OBJECTIVE. The purpose of this retrospective study was to determine which mammographically detected lesions in need of imaging-guided biopsy could undergo prone, stereotactic biopsy.
MATERIALS AND METHODS. From July 1991 through June 2001, 1687 consecutive patients (age range, 29-94 years; median age, 58 years) with 1894 lesions were referred by clinicians in a multispecialty clinic. The patients underwent stereotactic, prone, histologic biopsy of 1851 lesions (98%) and needle-localized breast biopsy of 43 lesions (2%). We performed stereotactic biopsies successively with 14-gauge automated large-core devices and 14- or 11-gauge vacuum-assisted devices. We evaluated lesions by patient, breast, lesion, and procedural variables to determine why stereotactic biopsy was not performed.

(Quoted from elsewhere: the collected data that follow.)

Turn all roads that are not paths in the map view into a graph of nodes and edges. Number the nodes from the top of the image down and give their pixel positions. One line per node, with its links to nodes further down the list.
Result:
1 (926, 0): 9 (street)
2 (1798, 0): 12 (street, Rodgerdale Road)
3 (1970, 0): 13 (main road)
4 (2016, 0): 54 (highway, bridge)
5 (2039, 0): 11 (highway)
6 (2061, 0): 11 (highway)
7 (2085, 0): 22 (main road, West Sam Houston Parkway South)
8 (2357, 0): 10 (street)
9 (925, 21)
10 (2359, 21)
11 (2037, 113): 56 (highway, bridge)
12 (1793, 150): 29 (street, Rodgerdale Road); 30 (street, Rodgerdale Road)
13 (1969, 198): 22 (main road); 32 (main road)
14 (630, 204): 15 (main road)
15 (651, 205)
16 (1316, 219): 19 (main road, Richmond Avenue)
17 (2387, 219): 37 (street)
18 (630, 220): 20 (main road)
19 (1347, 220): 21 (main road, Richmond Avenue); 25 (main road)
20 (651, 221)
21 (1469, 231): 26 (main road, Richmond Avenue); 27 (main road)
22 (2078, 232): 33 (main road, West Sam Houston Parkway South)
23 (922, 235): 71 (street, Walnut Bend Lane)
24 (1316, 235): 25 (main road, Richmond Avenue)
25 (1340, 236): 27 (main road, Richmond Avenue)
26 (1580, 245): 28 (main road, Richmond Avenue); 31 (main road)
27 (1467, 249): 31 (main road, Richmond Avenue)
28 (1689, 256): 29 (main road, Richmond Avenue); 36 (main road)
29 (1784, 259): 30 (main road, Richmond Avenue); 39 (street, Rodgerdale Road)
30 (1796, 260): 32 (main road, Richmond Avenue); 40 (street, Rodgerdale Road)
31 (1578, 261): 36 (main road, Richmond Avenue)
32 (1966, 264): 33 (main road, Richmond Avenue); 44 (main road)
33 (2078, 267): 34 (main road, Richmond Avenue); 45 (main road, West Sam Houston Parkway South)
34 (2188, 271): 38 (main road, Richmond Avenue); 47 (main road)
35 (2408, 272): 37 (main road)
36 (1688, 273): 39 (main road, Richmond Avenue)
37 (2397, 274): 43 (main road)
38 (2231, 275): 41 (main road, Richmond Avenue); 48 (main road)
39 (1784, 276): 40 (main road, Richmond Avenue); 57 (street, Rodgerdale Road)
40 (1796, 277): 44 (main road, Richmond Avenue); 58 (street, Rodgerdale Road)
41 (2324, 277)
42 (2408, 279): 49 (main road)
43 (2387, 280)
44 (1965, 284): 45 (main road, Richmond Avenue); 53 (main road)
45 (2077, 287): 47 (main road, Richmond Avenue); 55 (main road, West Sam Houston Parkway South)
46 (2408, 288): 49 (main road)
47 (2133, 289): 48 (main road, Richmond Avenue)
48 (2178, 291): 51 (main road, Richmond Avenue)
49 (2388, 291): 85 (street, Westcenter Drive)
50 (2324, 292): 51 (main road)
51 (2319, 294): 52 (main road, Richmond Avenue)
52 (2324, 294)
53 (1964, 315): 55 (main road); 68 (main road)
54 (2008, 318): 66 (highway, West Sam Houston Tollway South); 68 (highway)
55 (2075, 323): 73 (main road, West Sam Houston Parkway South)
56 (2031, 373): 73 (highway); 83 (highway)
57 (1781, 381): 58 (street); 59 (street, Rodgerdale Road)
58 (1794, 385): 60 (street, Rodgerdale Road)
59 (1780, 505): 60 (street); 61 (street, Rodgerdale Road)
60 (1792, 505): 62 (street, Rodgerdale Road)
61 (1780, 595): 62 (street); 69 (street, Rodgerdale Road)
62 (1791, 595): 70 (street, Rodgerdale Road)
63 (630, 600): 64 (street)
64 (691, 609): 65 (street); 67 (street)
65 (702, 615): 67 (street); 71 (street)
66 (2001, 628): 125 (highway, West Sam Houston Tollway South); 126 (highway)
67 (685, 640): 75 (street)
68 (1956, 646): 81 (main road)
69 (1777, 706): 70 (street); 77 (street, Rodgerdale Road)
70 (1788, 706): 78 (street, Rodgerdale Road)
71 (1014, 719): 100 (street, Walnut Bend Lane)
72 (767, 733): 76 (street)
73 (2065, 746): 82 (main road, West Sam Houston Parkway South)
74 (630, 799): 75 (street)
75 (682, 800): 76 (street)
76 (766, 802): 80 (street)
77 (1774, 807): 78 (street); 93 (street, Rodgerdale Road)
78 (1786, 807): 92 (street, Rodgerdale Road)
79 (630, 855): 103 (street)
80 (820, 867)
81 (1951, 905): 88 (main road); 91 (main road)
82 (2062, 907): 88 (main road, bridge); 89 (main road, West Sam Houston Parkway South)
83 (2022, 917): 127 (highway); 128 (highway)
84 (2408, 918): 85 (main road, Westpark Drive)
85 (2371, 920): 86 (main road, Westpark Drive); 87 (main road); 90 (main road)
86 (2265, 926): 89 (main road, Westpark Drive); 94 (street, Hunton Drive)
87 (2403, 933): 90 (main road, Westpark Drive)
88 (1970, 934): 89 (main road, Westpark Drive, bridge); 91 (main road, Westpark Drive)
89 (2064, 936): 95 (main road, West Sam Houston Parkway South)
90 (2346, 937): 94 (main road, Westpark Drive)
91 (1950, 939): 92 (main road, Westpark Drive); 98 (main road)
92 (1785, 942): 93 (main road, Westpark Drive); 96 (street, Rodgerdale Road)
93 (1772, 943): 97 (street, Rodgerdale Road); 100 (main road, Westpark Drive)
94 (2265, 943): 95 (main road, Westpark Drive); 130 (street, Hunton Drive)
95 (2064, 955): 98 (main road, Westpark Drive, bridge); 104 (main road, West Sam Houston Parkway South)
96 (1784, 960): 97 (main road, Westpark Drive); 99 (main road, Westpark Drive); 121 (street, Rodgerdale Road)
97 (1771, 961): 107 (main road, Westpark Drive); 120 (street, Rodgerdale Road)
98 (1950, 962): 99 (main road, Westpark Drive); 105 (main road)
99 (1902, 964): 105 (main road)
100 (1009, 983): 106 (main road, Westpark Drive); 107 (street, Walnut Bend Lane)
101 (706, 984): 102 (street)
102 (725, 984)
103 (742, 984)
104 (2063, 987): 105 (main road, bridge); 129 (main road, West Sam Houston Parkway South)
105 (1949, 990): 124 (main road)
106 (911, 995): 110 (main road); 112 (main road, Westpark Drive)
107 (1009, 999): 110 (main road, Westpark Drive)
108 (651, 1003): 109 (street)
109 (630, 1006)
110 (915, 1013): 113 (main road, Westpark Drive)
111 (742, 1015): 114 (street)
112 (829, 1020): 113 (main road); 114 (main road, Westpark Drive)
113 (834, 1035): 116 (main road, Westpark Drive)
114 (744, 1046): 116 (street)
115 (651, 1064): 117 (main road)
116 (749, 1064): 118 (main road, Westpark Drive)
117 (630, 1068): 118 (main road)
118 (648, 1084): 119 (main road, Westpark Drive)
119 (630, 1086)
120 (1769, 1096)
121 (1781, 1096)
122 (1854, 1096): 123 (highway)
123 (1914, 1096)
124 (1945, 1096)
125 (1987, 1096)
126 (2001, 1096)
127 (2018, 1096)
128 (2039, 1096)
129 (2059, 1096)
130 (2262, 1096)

RESULTS. Of 1851 lesions referred for stereotactic biopsy, biopsies were canceled in 42 lesions (2%) not considered suspicious enough to warrant biopsy. Of 1809 lesions in which stereotactic biopsy was considered to be warranted, stereotactic biopsy was canceled for technical reasons in 29 lesions (2%). Of 43 lesions referred for surgical biopsy, stereotactic biopsy was thought to be technically problematic in five (12%). Inability to accomplish a stereotactic biopsy in 34 (2%) of 1852 lesions needing a biopsy was due to proximity to the chest wall (n = 10, 29%), inadequate lesion visualization unrelated to lesion depth (n = 19, 56%), and patient factors (n = 5, 15%).
CONCLUSION. Stereotactic biopsy had a technical success rate of 98% (1780/1809) and was used for histologic diagnosis in 96% (1780/1852) of mammographically detected lesions. Inadequate lesion visualization accounted for 85% (29/34) of stereotactic biopsy failures.